Lorsque l’Institut Goethe de Hambourg a proposé à Moshtari Hilal de participer à une conférence sur la manipulation des réseaux sociaux par les groupes d’extrême droite, l’artiste germano-afghane a accepté avec réticence.
Le Goethe, un institut artistique financé par l’État, a demandé à Hilal de travailler avec son ami Sinthujan Varatharajah, artiste et créatif basé à Berlin, afin de créer quelque chose pour l’événement du Goethe.
Au début de l’année, tous deux avaient fait le buzz sur les réseaux après avoir organisé une discussion sur la façon dont les grands collectionneurs d’art en Allemagne ont hérité leur richesse des nazis.
Après avoir échangé des messages WhatsApp et pris un café, ils ont décidé qu’une table ronde avec des invités du monde entier serait le meilleur moyen de contribuer à la conférence de Goethe, intitulée "Beyond the Lone Wolf Offender - Dynamics of the Global Right".
Ils ont dressé une liste d’invités possibles, dont l’éminent poète et militant palestinien Mohammed El-Kurd, et ont envoyé les noms à Goethe.
El-Kurd s’est fait connaître en 2020 lorsqu’il a commencé à poster au sujet des tentatives israéliennes de saisir sa maison familiale à Sheikh Jarrah.
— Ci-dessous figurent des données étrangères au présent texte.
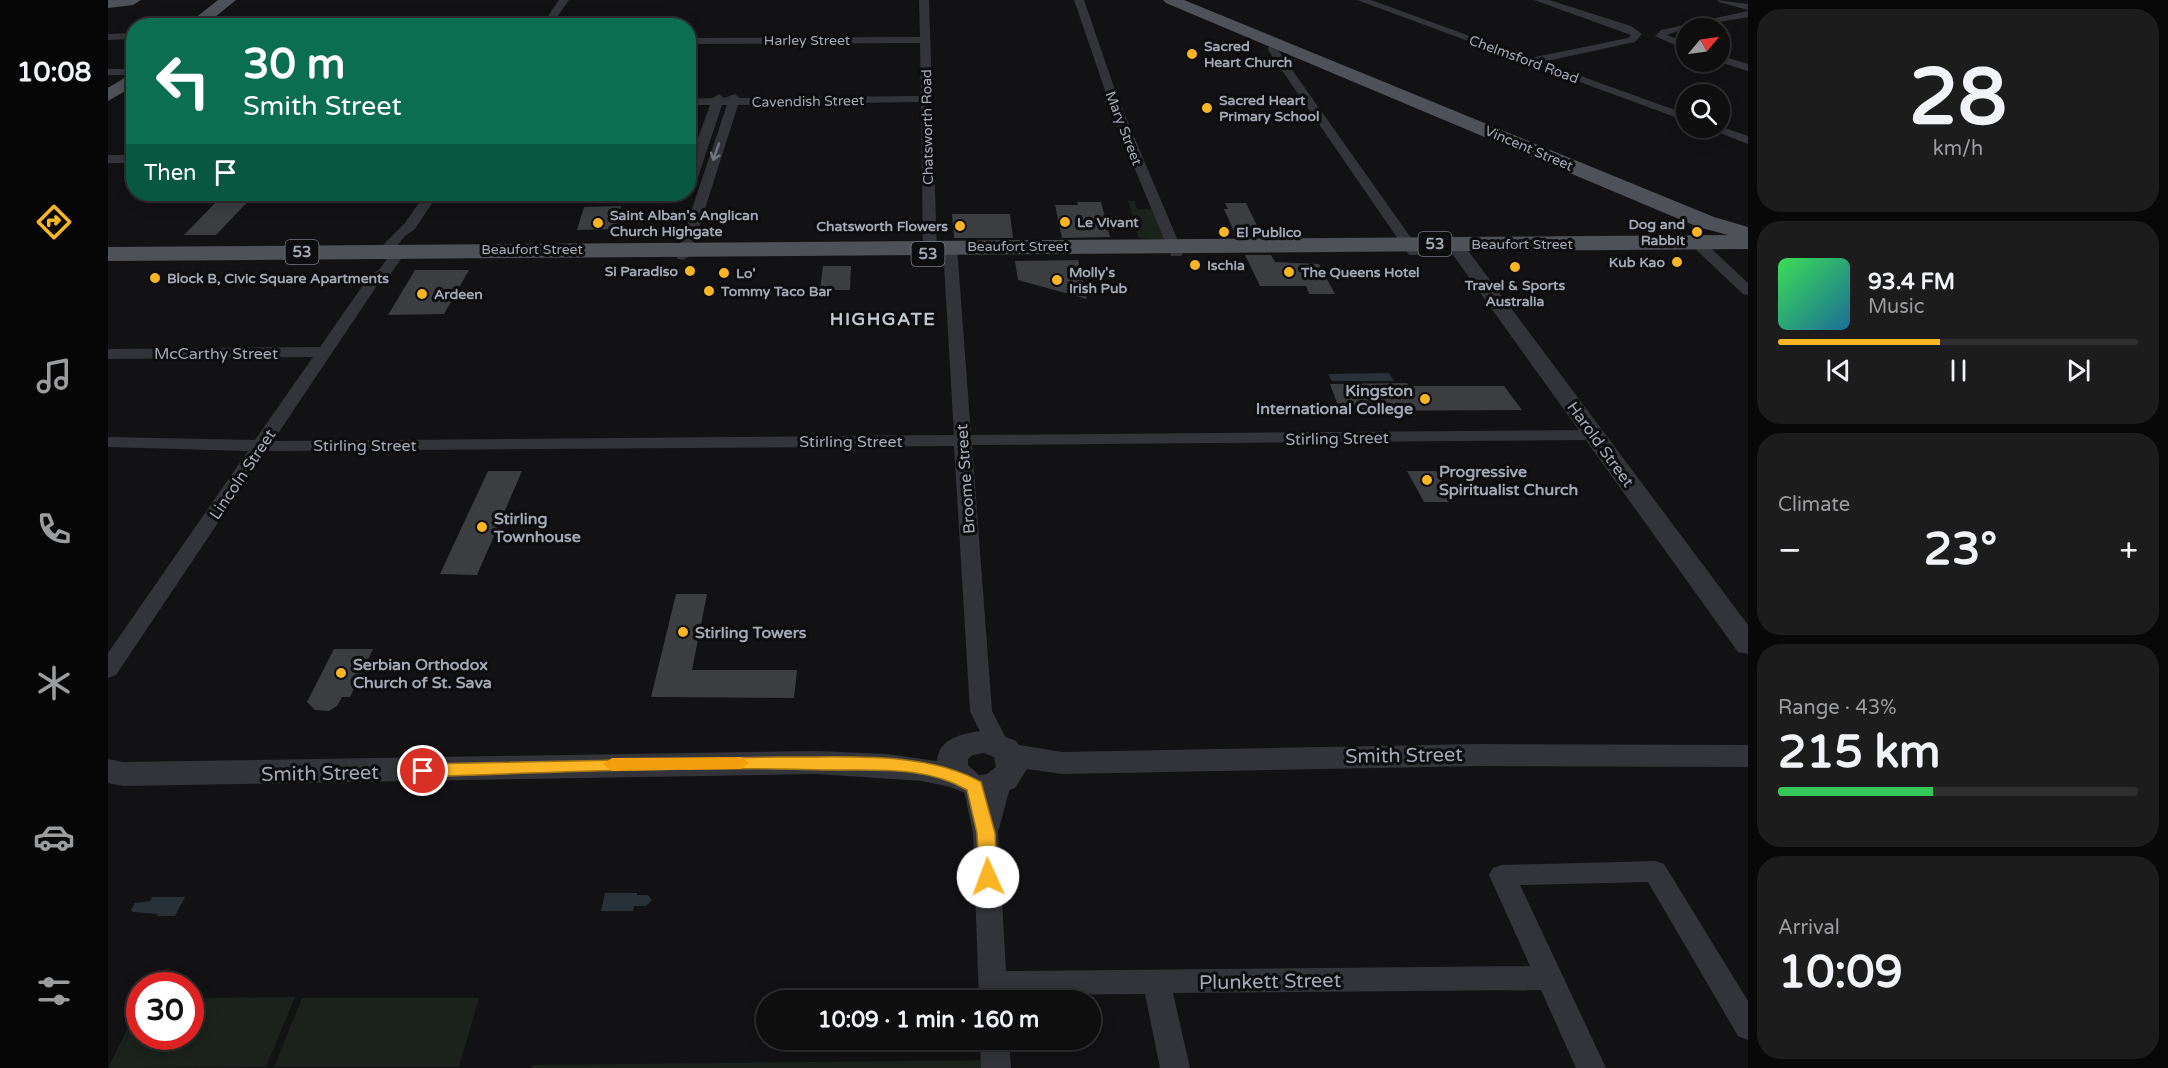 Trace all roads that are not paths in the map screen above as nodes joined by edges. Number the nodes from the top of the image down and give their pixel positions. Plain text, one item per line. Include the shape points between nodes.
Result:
1 (134, 0) edge
2 (228, 0) edge
3 (239, 0) edge
4 (564, 0) edge
5 (924, 0) edge
6 (1079, 0) edge
7 (1171, 0) edge
8 (1185, 0) edge
9 (1362, 0) edge
10 (1539, 0) edge
11 (1722, 0) edge
12 (108, 3) edge
13 (1748, 7) edge
14 (1748, 14) edge
15 (204, 18) edge
16 (215, 18) edge
17 (552, 18) edge
18 (1730, 18) edge
19 (1676, 30) edge
20 (126, 36) edge
21 (108, 37) edge
22 (925, 40) junction
23 (696, 41) edge
24 (1676, 43) edge
25 (1276, 50) junction
26 (1530, 61) junction
27 (1730, 62) edge
28 (1748, 68) edge
29 (108, 72) edge
30 (1352, 73) junction
31 (123, 83) edge
32 (927, 97) junction
33 (696, 98) edge
34 (734, 99) junction
35 (718, 100) junction
36 (696, 101) edge
37 (1676, 114) edge
38 (696, 132) edge
39 (705, 132) junction
40 (1730, 134) edge
41 (1748, 140) edge
42 (108, 159) edge
43 (126, 159) edge
44 (696, 164) edge
45 (426, 201) edge
46 (680, 218) dead end
47 (1741, 244) edge
48 (1701, 246) junction
49 (1411, 248) junction
50 (1457, 248) junction
51 (1174, 249) junction
52 (940, 250) junction
53 (677, 252) junction
54 (108, 254) edge
55 (388, 259) junction
56 (108, 260) edge
57 (1748, 291) edge
58 (325, 352) junction
59 (108, 354) edge
60 (1594, 435) junction
61 (963, 440) junction
62 (108, 442) edge
63 (261, 446) junction
64 (1748, 645) edge
65 (108, 670) edge
66 (1748, 756) edge
67 (983, 765) junction
68 (113, 774) edge
69 (1548, 978) junction
70 (1157, 982) junction
71 (993, 990) edge
72 (1026, 990) edge
73 (1748, 1027) edge
74 (995, 1050) edge
75 (996, 1068) edge
76 (1175, 1068) edge
77 (1591, 1068) edge

1 - 12 main road
2 - 15 main road
3 - 16 main road
4 - 17 street
5 - 22 street, Chatsworth Road
6 - 51 street, Mary Street via 1093,47
7 - 25 main road, Vincent Street
8 - 30 main road, Vincent Street
9 - 26 street, Chelmsford Road
10 - 26 street via 1637,34 1636,38
11 - 13 street
14 - 18 street
19 - 24 street via 1660,36
20 - 21 street
22 - 23 street, Harley Street
22 - 32 street, Chatsworth Road
25 - 30 main road, Vincent Street
25 - 49 street
26 - 37 street, Chelmsford Road
27 - 28 street
29 - 31 street
30 - 47 main road, Vincent Street via 1706,222
32 - 34 street, Cavendish Street
32 - 52 street, Chatsworth Road
33 - 35 street, Cavendish Street
34 - 35 street, Cavendish Street
34 -> 53 street
35 - 36 street, Cavendish Street
35 - 39 street
38 - 39 street
39 - 44 street
40 - 41 street
42 - 43 street
45 - 55 street, Lincoln Street via 410,226 412,232
46 - 53 street
47 - 48 main road, Beaufort Street / 53
48 - 50 main road, Beaufort Street / 53
48 - 57 street
49 - 50 main road, Beaufort Street / 53
49 - 51 main road, Beaufort Street / 53
50 - 60 street, Harold Street
51 - 52 main road, Beaufort Street / 53
52 - 53 main road, Beaufort Street / 53
52 - 61 street, Broome Street
53 - 55 main road, Beaufort Street / 53
54 - 55 main road, Beaufort Street / 53
55 - 56 main road, Beaufort Street / 53
55 - 58 street, Lincoln Street
58 - 59 street, McCarthy Street
58 - 63 street, Lincoln Street
60 - 61 street, Stirling Street
60 - 64 street, Harold Street
61 - 63 street, Stirling Street
61 - 67 street, Broome Street
62 - 63 street, Stirling Street
63 - 65 street, Lincoln Street
66 - 67 street, Smith Street via 1481,755
67 - 68 street, Smith Street via 674,764 321,774
67 - 71 street
69 - 70 street, Plunkett Street
69 - 73 street via 1502,875 1655,871
69 - 77 street
70 - 72 street, Plunkett Street
70 - 76 street
74 - 75 street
Ses posts ont récolté des milliers de partages et près d’un million de followers sur diverses plateformes.
"L’intention était d’inviter El-Kurd pour son expertise et son expérience des stratégies de la droite, en le ciblant lui et son travail en ligne et par le biais de campagnes médiatiques", a déclaré Hilal à Middle East Eye.
Ce n’était tout simplement pas une option pour nous de participer à une conférence sur les dynamiques de droite et de désinviter une voix palestinienne dans le processus".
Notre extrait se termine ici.